Radicchio, Watercress & Apricot Salad
The gorgeous colors of this dish are just as delicious as the fantastic flavors of this simple dish. The flavors of the simple vinaigrette made with our Blenheim apricot balsamic and our blood orange fusion olive oil make the salad shine.
Radicchio, Watercress & Apricot Salad
Ingredients
Ingredients:
- 1 head radicchio or Treviso leaves torn
- 1 bunch watercress large stems trimmed
- 3 local Blenheim apricots fresh or dried, halved, pitted and sliced into wedges (add a few more if using dried)
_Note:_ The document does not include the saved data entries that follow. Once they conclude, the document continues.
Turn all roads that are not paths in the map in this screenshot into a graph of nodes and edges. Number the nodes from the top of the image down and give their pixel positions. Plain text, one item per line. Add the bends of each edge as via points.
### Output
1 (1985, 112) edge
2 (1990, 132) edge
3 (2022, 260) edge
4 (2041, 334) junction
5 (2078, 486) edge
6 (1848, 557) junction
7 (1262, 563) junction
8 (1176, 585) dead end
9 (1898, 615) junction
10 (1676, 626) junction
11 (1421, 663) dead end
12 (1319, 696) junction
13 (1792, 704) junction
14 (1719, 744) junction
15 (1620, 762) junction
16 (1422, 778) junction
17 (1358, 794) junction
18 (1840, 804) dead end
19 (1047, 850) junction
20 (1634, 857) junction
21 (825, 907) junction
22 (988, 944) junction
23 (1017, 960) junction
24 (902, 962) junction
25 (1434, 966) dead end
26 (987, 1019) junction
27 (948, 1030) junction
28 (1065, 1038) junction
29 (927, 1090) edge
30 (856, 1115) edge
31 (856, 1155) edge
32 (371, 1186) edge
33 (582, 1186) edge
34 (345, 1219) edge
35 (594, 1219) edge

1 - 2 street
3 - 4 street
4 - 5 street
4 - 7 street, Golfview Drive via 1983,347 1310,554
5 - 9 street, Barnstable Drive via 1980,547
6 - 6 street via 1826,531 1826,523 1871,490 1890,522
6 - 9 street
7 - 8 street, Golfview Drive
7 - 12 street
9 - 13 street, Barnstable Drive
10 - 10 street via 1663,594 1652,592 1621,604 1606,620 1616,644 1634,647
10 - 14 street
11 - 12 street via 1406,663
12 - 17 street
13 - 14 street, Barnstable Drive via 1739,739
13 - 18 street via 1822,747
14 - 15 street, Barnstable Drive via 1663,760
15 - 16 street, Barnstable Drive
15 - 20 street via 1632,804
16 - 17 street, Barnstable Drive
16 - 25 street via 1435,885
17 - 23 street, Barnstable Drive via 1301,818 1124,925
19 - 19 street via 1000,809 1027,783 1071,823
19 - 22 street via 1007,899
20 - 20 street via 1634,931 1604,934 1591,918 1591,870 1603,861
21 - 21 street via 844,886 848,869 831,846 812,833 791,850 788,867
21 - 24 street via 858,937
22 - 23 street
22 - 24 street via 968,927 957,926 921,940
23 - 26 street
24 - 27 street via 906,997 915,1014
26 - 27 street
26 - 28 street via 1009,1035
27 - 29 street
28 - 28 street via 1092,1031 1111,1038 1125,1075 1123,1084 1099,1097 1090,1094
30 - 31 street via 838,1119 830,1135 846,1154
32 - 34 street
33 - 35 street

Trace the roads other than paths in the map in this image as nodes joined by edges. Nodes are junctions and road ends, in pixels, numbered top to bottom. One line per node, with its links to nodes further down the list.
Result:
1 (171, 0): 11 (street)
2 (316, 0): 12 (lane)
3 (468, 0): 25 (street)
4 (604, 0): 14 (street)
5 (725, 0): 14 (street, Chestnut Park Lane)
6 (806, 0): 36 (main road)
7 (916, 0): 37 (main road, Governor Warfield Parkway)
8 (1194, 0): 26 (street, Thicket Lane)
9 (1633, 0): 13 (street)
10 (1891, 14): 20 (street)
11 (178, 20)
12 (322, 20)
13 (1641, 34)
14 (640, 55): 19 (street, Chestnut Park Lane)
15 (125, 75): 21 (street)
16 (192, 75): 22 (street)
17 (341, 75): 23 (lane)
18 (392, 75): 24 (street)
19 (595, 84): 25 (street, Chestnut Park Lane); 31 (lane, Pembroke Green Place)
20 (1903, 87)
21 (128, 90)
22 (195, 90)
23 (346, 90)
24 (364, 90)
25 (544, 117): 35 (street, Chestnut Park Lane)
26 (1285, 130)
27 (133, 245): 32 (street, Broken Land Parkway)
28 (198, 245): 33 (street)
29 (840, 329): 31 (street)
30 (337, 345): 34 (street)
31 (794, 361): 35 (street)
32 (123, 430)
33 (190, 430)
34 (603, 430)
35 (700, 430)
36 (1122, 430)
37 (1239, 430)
- 1/2 – 3/4 cup crumbled blue cheese or feta more or less to taste
- 1/4 cup Sigona’s Navel or Valencia orange olive oil Note: this recipe formerly called for Blood orange fusion oil
- 1 ½ Tbsp Sigona’s heirloom Blenheim apricot white balsamic or white wine vinegar
- 1 ½ tsp chopped thyme
- 1 small clove garlic minced
- Salt and pepper to taste, if needed
Instructions
- In bowl, toss radicchio, watercress, apricots and cheese. In small bowl, whisk remaining ingredients; season. Toss salad with dressing and serve.